There was also no significant difference in investigator-assessed response on the RECIST version 1.1 criteria, at a confirmed overall response rate with combination treatment of 39% vs 35% with paclitaxel plus placebo.

The clinical benefit rate, defined as an objective response or stable disease for ≥24 weeks, was estimated to be 47% with ipatasertib plus paclitaxel and 45% with placebo plus paclitaxel.

There were no notable differences in treatment duration or in the number of patients who remained on treatment between the two treatment groups.

However, ipatasertib plus paclitaxel was associated with higher rates of adverse events leading to dose reductions of any drug, at 35% vs 14% in the placebo group.

In addition, among patients in the combination therapy group, the rate of diarrhea was markedly higher than among those in the placebo group. There were also higher rates of nausea, vomiting, asthenia, hyperglycemia, and decreased appetite.

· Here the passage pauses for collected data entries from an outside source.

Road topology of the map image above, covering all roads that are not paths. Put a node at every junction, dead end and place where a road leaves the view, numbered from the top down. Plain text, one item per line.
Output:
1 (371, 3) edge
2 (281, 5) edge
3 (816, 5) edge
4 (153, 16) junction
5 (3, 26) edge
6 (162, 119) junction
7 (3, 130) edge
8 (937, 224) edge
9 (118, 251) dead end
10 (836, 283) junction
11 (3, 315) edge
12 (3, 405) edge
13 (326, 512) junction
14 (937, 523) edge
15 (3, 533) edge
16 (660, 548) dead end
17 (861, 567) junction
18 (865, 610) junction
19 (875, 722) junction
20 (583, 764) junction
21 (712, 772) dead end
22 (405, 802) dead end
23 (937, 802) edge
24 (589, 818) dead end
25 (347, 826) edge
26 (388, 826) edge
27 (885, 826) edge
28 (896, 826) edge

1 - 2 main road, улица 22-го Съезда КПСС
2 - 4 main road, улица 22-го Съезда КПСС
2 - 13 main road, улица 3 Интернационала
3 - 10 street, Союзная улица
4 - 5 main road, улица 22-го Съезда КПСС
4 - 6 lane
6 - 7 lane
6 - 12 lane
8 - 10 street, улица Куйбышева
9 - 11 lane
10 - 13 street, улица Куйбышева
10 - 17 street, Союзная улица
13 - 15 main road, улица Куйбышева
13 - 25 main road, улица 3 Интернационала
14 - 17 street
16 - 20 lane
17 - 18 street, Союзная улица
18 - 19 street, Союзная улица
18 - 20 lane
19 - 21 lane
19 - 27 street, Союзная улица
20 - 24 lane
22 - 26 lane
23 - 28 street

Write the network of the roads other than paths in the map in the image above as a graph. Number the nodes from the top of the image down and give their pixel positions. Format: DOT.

Reporting the results, Rebecca Dent, MD, senior consultant and head of the Medical Oncology Department, National Cancer Center, Singapore, said that adding ipatasertib to paclitaxel in this subgroup of aTNBC patients "did not significantly improve PFS."

She noted that overall survival follow-up is ongoing and that further analyses will "explore potential biomarker of benefit from ipatasertib."

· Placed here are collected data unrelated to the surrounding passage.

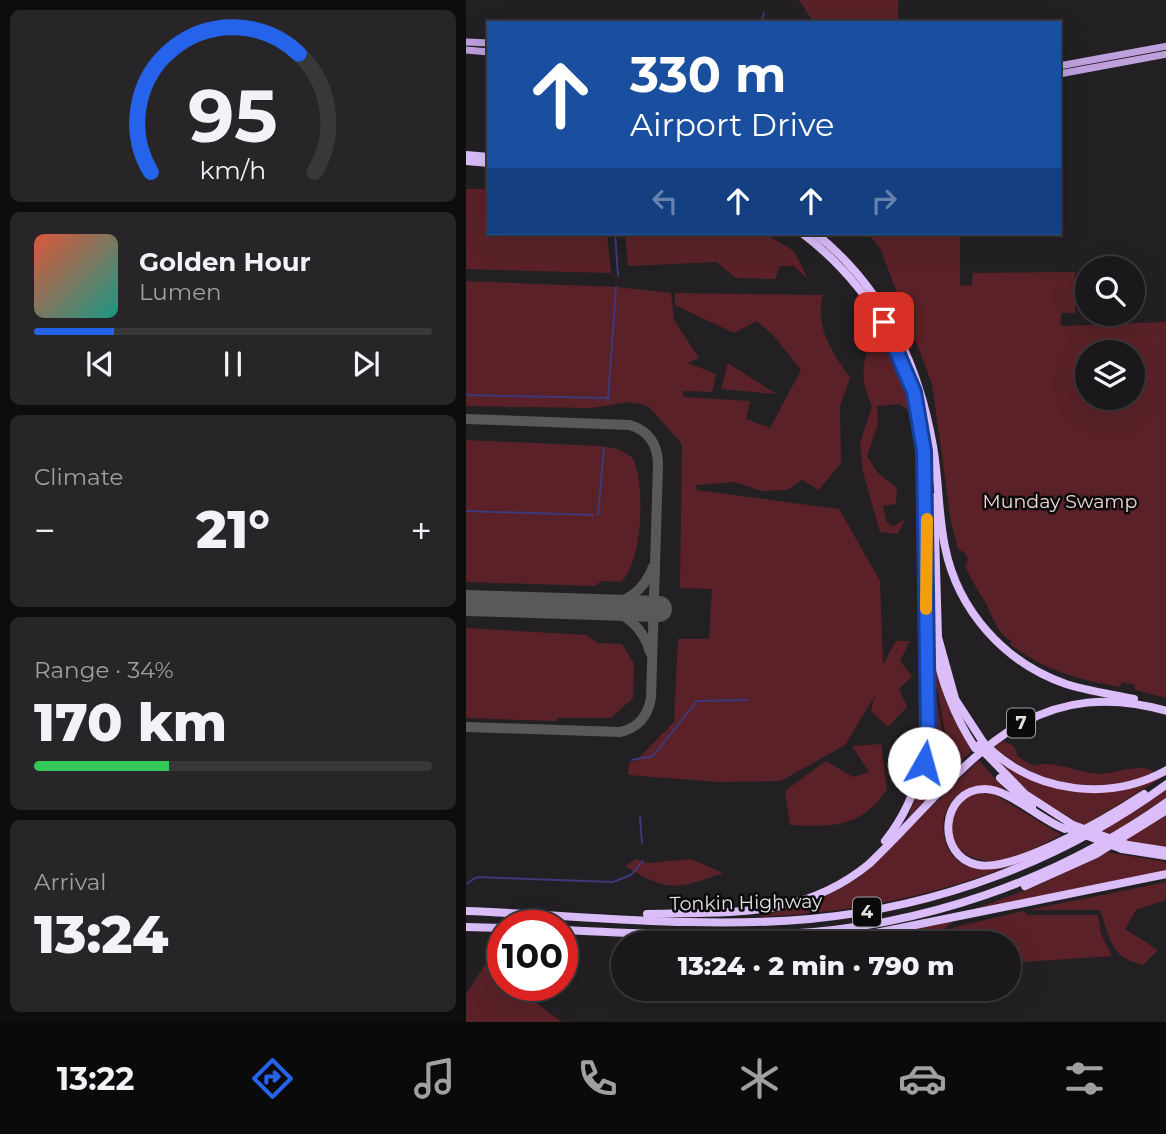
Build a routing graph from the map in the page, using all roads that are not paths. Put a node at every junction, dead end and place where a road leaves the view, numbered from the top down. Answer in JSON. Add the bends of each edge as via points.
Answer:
{"nodes":[{"id":1,"x":466,"y":42,"type":"edge"},
{"id":2,"x":487,"y":43,"type":"edge"},
{"id":3,"x":1167,"y":46,"type":"edge"},
{"id":4,"x":466,"y":50,"type":"edge"},
{"id":5,"x":487,"y":52,"type":"edge"},
{"id":6,"x":1167,"y":54,"type":"edge"},
{"id":7,"x":1061,"y":66,"type":"edge"},
{"id":8,"x":1061,"y":74,"type":"edge"},
{"id":9,"x":466,"y":155,"type":"edge"},
{"id":10,"x":487,"y":157,"type":"edge"},
{"id":11,"x":466,"y":161,"type":"edge"},
{"id":12,"x":487,"y":163,"type":"edge"},
{"id":13,"x":804,"y":235,"type":"edge"},
{"id":14,"x":817,"y":235,"type":"edge"},
{"id":15,"x":924,"y":406,"type":"junction"},
{"id":16,"x":928,"y":574,"type":"junction"},
{"id":17,"x":1167,"y":709,"type":"edge"},
{"id":18,"x":979,"y":745,"type":"junction"},
{"id":19,"x":986,"y":754,"type":"junction"},
{"id":20,"x":1167,"y":770,"type":"edge"},
{"id":21,"x":1167,"y":781,"type":"edge"},
{"id":22,"x":1167,"y":802,"type":"edge"},
{"id":23,"x":1167,"y":810,"type":"edge"},
{"id":24,"x":1068,"y":827,"type":"junction"},
{"id":25,"x":1125,"y":847,"type":"junction"},
{"id":26,"x":1167,"y":850,"type":"edge"},
{"id":27,"x":1167,"y":856,"type":"edge"},
{"id":28,"x":1167,"y":874,"type":"edge"},
{"id":29,"x":849,"y":880,"type":"junction"},
{"id":30,"x":466,"y":911,"type":"edge"},
{"id":31,"x":585,"y":915,"type":"junction"},
{"id":32,"x":466,"y":927,"type":"edge"},
{"id":33,"x":487,"y":928,"type":"edge"},
{"id":34,"x":578,"y":931,"type":"edge"},
{"id":35,"x":825,"y":931,"type":"joint"},
{"id":36,"x":886,"y":931,"type":"edge"},
{"id":37,"x":611,"y":932,"type":"edge"}],
"edges":[{"from":1,"to":2,"type":"main road"},
{"from":3,"to":7,"type":"main road"},
{"from":4,"to":5,"type":"main road"},
{"from":6,"to":8,"type":"main road"},
{"from":9,"to":10,"type":"highway"},
{"from":11,"to":12,"type":"highway"},
{"from":13,"to":16,"type":"highway","via":[[840,265],[867,298],[907,371],[924,451]]},
{"from":14,"to":15,"type":"highway","via":[[853,269],[884,309],[905,348]]},
{"from":15,"to":17,"type":"highway","via":[[947,555],[961,594],[983,627],[1019,660],[1053,679]]},
{"from":15,"to":18,"type":"highway","via":[[932,467],[938,637],[951,690]]},
{"from":16,"to":18,"type":"highway","via":[[936,662],[955,714]]},
{"from":16,"to":29,"type":"highway","via":[[928,731],[922,771],[894,831]]},
{"from":17,"to":29,"type":"highway","number":"7","via":[[1100,702],[1029,719],[981,749]]},
{"from":18,"to":19,"type":"highway","bridge":true},
{"from":19,"to":20,"type":"highway","via":[[1038,779],[1073,789],[1118,788]]},
{"from":19,"to":24,"type":"highway","via":[[1022,799]]},
{"from":21,"to":24,"type":"highway","via":[[1066,838],[997,864],[979,865],[965,859],[951,843],[947,828],[958,799],[985,789],[1005,794],[1049,823]]},
{"from":21,"to":31,"type":"highway","name":"Tonkin Highway","number":"4","via":[[1123,814],[1052,853],[988,880],[917,901],[839,915],[758,921]]},
{"from":22,"to":35,"type":"highway","name":"Tonkin Highway","number":"4","via":[[1091,849],[1019,883],[925,913]]},
{"from":23,"to":35,"type":"highway","via":[[1096,854],[996,897],[906,921]]},
{"from":24,"to":25,"type":"highway","bridge":true},
{"from":24,"to":25,"type":"highway","bridge":true},
{"from":25,"to":26,"type":"highway"},
{"from":25,"to":27,"type":"highway"},
{"from":28,"to":36,"type":"highway"},
{"from":29,"to":31,"type":"highway","via":[[806,901],[773,909]]},
{"from":30,"to":31,"type":"highway","name":"Tonkin Highway","number":"4"},
{"from":32,"to":33,"type":"highway"},
{"from":34,"to":37,"type":"highway","name":"Tonkin Highway","number":"4"}]}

During the postpresentation debate, Hope S. Rugo, MD, professor of medicine at the Helen Diller Family Comprehensive Cancer Center, the University of California, San Francisco, asked: "Is there any future for AKT or PI3 kinase inhibitors in triple-negative breast cancer [and] what about early- stage" disease?

Dent said this a "burning question that people are probably afraid to ask."

She commented that there were "amazing data" from phase 2, with "not one but two" randomized trials with similar designs that "clearly showed an impressive improvement in overall survival and some modest PFS benefits."

Dent said, "It's important to recognize that triple-negative breast cancer is very heterogeneous, and so it's a diagnosis of exclusion." She added that it's "really just an overarching term to describe basically a breast cancer that has several pathways that are upregulated.

"Even if you just look at the control arm of this study," she continued, the median PFS "is almost double what we saw in the control arm of, let's say, KEYNOTE-355."

Dent said this really "emphasizes the issue of TNBC heterogeneity, and then there's the issue that...we have a lot of emerging molecular items that are potential confounders that we don't measure."

For Burstein, the findings underline that "triple-negative breast cancer remains a hard-to-treat population.

"Many of the tumor targets that we use in other flavors of breast cancer, especially ER+ breast cancer, where we go after the 'normal' functioning of the cancer cell...we've been effective at targeting," he said.

"But in triple-negative breast cancer, that strategy has not, to date, emerged, and we have been leaning on, essentially, chemotherapy or fancy iterations of chemotherapy...or perhaps immunotherapy in the group of tumors that are PD-L1 positive as a way to help women with more advanced TNBC.

"The more targeted things seem not to have panned out so far, so we're obviously hoping that we can do better in the future," Burstein added.

The study was sponsored by Hoffmann-La Roche. Dent has received consulting fees from AstraZeneca, Eisai, Lilly, Merck, Novartis, Pfizer, and Roche. She has also traveled to conferences with AstraZeneca, Merck, Pfizer, and Roche. Burstein has disclosed no relevant financial relationships.

San Antonio Breast Cancer Symposium (SABCS) 2020: Abstract GS3-04. Presented December 10, 2020.